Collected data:
Start of Block

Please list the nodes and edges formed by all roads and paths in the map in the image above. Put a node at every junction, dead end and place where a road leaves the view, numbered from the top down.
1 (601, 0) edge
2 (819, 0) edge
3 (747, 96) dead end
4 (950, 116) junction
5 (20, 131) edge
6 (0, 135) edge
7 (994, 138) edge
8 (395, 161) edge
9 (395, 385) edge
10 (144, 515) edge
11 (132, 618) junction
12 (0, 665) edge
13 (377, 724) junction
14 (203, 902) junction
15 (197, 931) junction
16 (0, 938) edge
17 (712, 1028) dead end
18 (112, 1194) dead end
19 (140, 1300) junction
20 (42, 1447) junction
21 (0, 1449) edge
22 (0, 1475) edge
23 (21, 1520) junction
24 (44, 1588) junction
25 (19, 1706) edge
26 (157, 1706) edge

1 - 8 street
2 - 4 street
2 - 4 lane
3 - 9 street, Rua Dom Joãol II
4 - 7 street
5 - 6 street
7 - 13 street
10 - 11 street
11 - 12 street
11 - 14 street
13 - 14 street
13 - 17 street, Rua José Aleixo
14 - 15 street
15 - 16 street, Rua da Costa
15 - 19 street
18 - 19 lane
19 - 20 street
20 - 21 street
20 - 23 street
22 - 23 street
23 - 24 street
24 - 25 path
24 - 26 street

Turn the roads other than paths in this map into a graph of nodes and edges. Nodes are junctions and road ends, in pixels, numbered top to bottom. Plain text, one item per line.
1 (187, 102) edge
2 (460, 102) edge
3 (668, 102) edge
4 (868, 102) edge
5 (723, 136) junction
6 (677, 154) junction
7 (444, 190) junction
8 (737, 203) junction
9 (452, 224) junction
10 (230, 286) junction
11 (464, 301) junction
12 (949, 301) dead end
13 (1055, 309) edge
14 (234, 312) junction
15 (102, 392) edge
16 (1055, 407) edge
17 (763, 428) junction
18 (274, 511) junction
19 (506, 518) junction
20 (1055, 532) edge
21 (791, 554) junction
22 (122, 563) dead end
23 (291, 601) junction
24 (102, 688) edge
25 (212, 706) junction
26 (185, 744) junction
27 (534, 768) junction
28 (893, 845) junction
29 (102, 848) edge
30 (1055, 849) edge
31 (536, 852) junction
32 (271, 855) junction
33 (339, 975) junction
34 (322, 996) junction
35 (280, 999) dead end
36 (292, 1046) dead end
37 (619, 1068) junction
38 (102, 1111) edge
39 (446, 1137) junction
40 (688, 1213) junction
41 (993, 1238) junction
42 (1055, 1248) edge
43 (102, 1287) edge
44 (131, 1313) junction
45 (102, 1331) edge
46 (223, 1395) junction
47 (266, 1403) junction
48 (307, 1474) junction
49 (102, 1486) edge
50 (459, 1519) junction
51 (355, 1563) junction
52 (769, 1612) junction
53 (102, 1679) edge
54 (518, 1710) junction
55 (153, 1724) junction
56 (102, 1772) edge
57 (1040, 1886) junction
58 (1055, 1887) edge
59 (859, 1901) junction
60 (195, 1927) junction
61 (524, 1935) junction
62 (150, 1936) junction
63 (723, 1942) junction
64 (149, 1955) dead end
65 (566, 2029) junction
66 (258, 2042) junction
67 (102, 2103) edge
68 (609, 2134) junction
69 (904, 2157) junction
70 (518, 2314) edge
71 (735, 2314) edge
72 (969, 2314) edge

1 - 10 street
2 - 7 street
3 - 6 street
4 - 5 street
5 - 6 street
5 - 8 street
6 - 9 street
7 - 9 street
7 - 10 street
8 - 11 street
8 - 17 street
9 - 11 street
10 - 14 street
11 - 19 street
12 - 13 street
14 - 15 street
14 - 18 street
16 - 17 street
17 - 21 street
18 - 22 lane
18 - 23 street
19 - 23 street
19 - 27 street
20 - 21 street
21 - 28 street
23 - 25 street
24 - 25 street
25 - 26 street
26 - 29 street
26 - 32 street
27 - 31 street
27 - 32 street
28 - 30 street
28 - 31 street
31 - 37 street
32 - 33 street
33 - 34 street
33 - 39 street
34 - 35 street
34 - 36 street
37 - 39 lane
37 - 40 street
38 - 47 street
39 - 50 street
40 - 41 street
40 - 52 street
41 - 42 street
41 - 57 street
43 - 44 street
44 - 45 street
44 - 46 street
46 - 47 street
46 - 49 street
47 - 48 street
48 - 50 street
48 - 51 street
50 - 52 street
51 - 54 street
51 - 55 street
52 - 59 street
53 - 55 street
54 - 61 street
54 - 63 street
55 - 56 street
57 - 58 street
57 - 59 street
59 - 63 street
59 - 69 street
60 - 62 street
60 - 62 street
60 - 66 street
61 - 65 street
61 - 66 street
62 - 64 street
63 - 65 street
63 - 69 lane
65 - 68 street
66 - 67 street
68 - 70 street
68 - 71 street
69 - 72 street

End of Block

TASK GOAL: From the first line to the last, output the records word for word.

SOLUTION:
Please list the nodes and edges formed by all roads and paths in the map in the image above. Put a node at every junction, dead end and place where a road leaves the view, numbered from the top down.
1 (601, 0) edge
2 (819, 0) edge
3 (747, 96) dead end
4 (950, 116) junction
5 (20, 131) edge
6 (0, 135) edge
7 (994, 138) edge
8 (395, 161) edge
9 (395, 385) edge
10 (144, 515) edge
11 (132, 618) junction
12 (0, 665) edge
13 (377, 724) junction
14 (203, 902) junction
15 (197, 931) junction
16 (0, 938) edge
17 (712, 1028) dead end
18 (112, 1194) dead end
19 (140, 1300) junction
20 (42, 1447) junction
21 (0, 1449) edge
22 (0, 1475) edge
23 (21, 1520) junction
24 (44, 1588) junction
25 (19, 1706) edge
26 (157, 1706) edge

1 - 8 street
2 - 4 street
2 - 4 lane
3 - 9 street, Rua Dom Joãol II
4 - 7 street
5 - 6 street
7 - 13 street
10 - 11 street
11 - 12 street
11 - 14 street
13 - 14 street
13 - 17 street, Rua José Aleixo
14 - 15 street
15 - 16 street, Rua da Costa
15 - 19 street
18 - 19 lane
19 - 20 street
20 - 21 street
20 - 23 street
22 - 23 street
23 - 24 street
24 - 25 path
24 - 26 street

Turn the roads other than paths in this map into a graph of nodes and edges. Nodes are junctions and road ends, in pixels, numbered top to bottom. Plain text, one item per line.
1 (187, 102) edge
2 (460, 102) edge
3 (668, 102) edge
4 (868, 102) edge
5 (723, 136) junction
6 (677, 154) junction
7 (444, 190) junction
8 (737, 203) junction
9 (452, 224) junction
10 (230, 286) junction
11 (464, 301) junction
12 (949, 301) dead end
13 (1055, 309) edge
14 (234, 312) junction
15 (102, 392) edge
16 (1055, 407) edge
17 (763, 428) junction
18 (274, 511) junction
19 (506, 518) junction
20 (1055, 532) edge
21 (791, 554) junction
22 (122, 563) dead end
23 (291, 601) junction
24 (102, 688) edge
25 (212, 706) junction
26 (185, 744) junction
27 (534, 768) junction
28 (893, 845) junction
29 (102, 848) edge
30 (1055, 849) edge
31 (536, 852) junction
32 (271, 855) junction
33 (339, 975) junction
34 (322, 996) junction
35 (280, 999) dead end
36 (292, 1046) dead end
37 (619, 1068) junction
38 (102, 1111) edge
39 (446, 1137) junction
40 (688, 1213) junction
41 (993, 1238) junction
42 (1055, 1248) edge
43 (102, 1287) edge
44 (131, 1313) junction
45 (102, 1331) edge
46 (223, 1395) junction
47 (266, 1403) junction
48 (307, 1474) junction
49 (102, 1486) edge
50 (459, 1519) junction
51 (355, 1563) junction
52 (769, 1612) junction
53 (102, 1679) edge
54 (518, 1710) junction
55 (153, 1724) junction
56 (102, 1772) edge
57 (1040, 1886) junction
58 (1055, 1887) edge
59 (859, 1901) junction
60 (195, 1927) junction
61 (524, 1935) junction
62 (150, 1936) junction
63 (723, 1942) junction
64 (149, 1955) dead end
65 (566, 2029) junction
66 (258, 2042) junction
67 (102, 2103) edge
68 (609, 2134) junction
69 (904, 2157) junction
70 (518, 2314) edge
71 (735, 2314) edge
72 (969, 2314) edge

1 - 10 street
2 - 7 street
3 - 6 street
4 - 5 street
5 - 6 street
5 - 8 street
6 - 9 street
7 - 9 street
7 - 10 street
8 - 11 street
8 - 17 street
9 - 11 street
10 - 14 street
11 - 19 street
12 - 13 street
14 - 15 street
14 - 18 street
16 - 17 street
17 - 21 street
18 - 22 lane
18 - 23 street
19 - 23 street
19 - 27 street
20 - 21 street
21 - 28 street
23 - 25 street
24 - 25 street
25 - 26 street
26 - 29 street
26 - 32 street
27 - 31 street
27 - 32 street
28 - 30 street
28 - 31 street
31 - 37 street
32 - 33 street
33 - 34 street
33 - 39 street
34 - 35 street
34 - 36 street
37 - 39 lane
37 - 40 street
38 - 47 street
39 - 50 street
40 - 41 street
40 - 52 street
41 - 42 street
41 - 57 street
43 - 44 street
44 - 45 street
44 - 46 street
46 - 47 street
46 - 49 street
47 - 48 street
48 - 50 street
48 - 51 street
50 - 52 street
51 - 54 street
51 - 55 street
52 - 59 street
53 - 55 street
54 - 61 street
54 - 63 street
55 - 56 street
57 - 58 street
57 - 59 street
59 - 63 street
59 - 69 street
60 - 62 street
60 - 62 street
60 - 66 street
61 - 65 street
61 - 66 street
62 - 64 street
63 - 65 street
63 - 69 lane
65 - 68 street
66 - 67 street
68 - 70 street
68 - 71 street
69 - 72 street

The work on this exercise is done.